Every year Art Fair Tokyo comes around and every year it tries to find a big idea to tie everything together and sell the event. Last year, it was all about picking up the pieces following the big earthquake, a natural enough storyline and certainly a compelling one for the event. This year, it’s time to move on and find a new narrative for the weekend of art.

With Deutsche Bank Group serving as the main sponsor and the President of Art Fair Tokyo a former trader in the financial industry, not surprisingly they’ve gone for the idea of internationalizing the Japanese art world by reaching out to the rest of Asia.

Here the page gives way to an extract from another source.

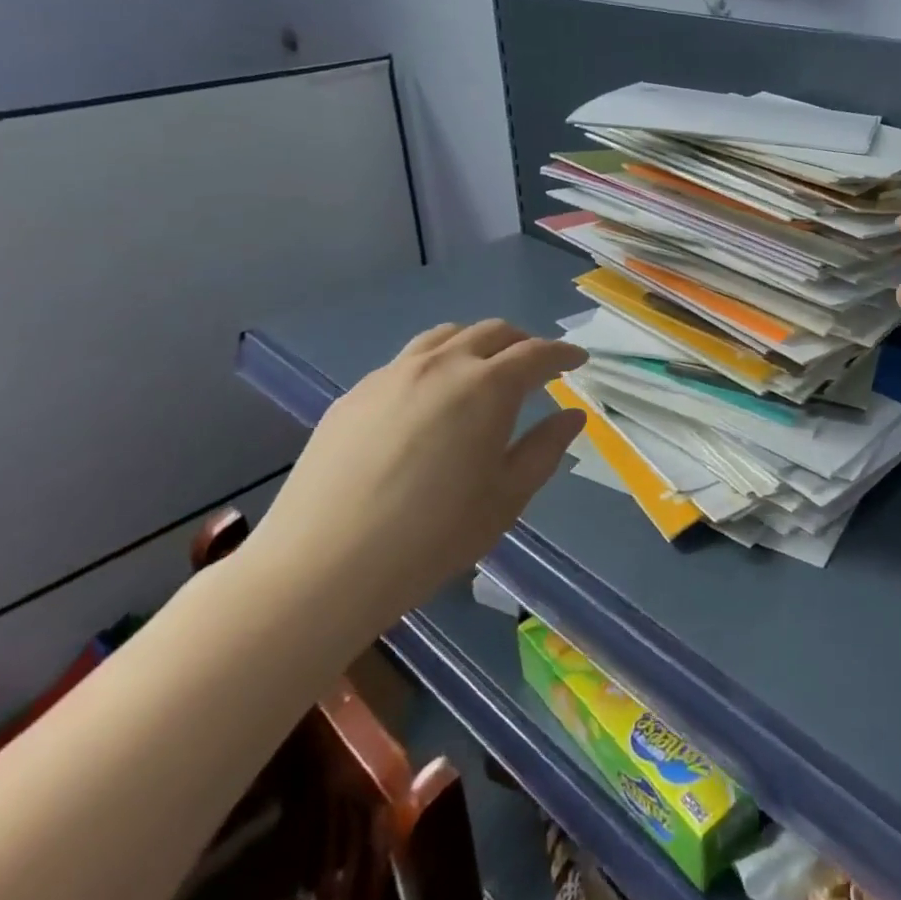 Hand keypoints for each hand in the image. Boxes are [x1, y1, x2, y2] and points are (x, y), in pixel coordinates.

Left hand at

This year’s slogan is “Tokyo as a city within Asia,” and there is a new section called “Discover Asia,” where prominent galleries from major Asian cities will be showcased along with Japanese galleries that have been receiving international acclaim.

But this is all fanfare, hullabaloo, and design by committee. The real story, as it is every year, is the individual story of each visitor. With more than 160 participating galleries, what Tokyo Art Fair does best is to present a great deal of real variety, simply because it is impossible to get so many galleries toeing the same line.

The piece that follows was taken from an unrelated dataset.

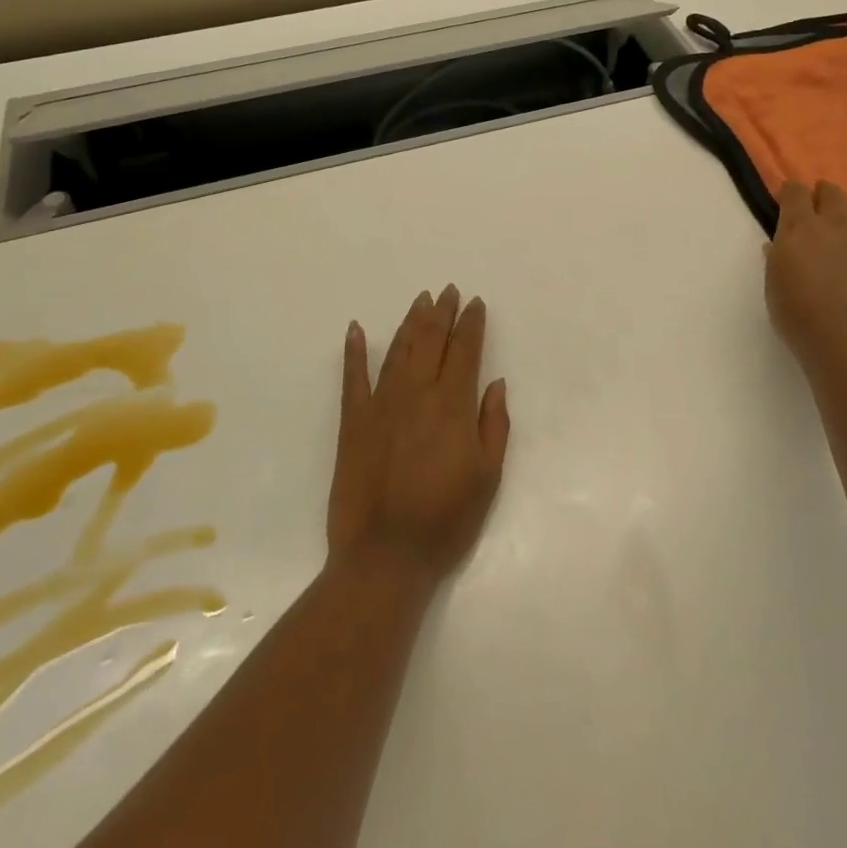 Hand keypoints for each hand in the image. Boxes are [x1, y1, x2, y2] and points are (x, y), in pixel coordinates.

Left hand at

This is not like, say, going to a Jackson Pollock exhibit, deciding halfway through you don’t really care for the pissed-off guy with a paint can, and then having to endure the rest of the exhibition. With AFT, there’s always something completely different in the next booth.
In such an environment, subjective taste is king and each visitor will put together his or her own unique “exhibition” simply by following his or her artistic nose. With this in mind, here are some of my picks from the forthcoming fair.

Art Fair Tokyo, Mar 30-Apr 1 at Tokyo International Forum (listing).

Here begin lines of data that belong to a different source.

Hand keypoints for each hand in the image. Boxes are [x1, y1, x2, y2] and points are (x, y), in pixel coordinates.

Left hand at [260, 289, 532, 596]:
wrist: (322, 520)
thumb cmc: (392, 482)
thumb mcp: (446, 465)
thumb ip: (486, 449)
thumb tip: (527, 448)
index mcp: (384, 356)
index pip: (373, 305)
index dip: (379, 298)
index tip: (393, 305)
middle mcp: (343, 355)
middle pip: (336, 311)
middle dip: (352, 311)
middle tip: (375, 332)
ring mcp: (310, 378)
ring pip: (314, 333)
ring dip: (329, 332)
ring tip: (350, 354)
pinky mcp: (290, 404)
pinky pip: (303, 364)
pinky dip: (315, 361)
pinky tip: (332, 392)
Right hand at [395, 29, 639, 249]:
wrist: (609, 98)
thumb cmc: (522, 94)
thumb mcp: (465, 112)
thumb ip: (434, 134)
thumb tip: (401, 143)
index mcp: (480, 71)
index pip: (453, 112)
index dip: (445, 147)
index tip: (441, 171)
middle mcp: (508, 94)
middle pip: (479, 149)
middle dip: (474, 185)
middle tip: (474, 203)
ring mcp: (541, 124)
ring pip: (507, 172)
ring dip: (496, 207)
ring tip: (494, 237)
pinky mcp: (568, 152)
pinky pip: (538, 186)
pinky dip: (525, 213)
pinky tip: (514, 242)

A Year (2012) by Kumi Machida

With an elegant feel for line, neo-Nihonga artist Machida creates images suffused with a strange sentience and mystique.

Sparkling Port (2011) by Chisato Tanaka

Tanaka uses an updated chiaroscuro style to set off her bright acrylic colors, creating a work that evokes the precarious nature of life on Japan’s tsunami-prone seacoast.

Pagoda Pot (2008) by Keiko Matsumoto

Matsumoto’s keen sense of humor throws together unlikely objects in odd ceramic works. Sometimes it fails, but this time it definitely works.

Taito-ku Brain Music Street (2010) by John Hathaway

[pictured above]

Gaijin otaku artist Hathaway’s fine art inkjet prints evoke a rich world of sensation and desire, putting the kawaii into our Blade Runner city.

Blood, Natsuko (2012) by Yasunari Ikenaga

Using a mix of Japanese and western painting techniques, Ikenaga creates a sumptuous and stylish work that evokes a mood of intimacy and pleasure.

In a Dream (2011) by Yoko Shimizu

With a clear debt to the rich decoration of Austrian symbolist Gustav Klimt, Shimizu evokes the polymorphous world of dreams.

Tomorrow (2012) by Hiroki Yamamoto

Like a Dutch master transported to 21st-century Tokyo, Yamamoto’s realist oil painting combines modernity with a classic feel to create timeless beauty.

Sushi with Balan (2011) by Shoji Miyamoto

Miyamoto’s woodcuts on Japanese paper create caricatures of food that actually make the mouth water.

Looking for Good Things (2011) by Toru Kamei

Kamei’s oil painting combines a mood of memento mori with a tacky sense of humor to create an odd feeling of optimism.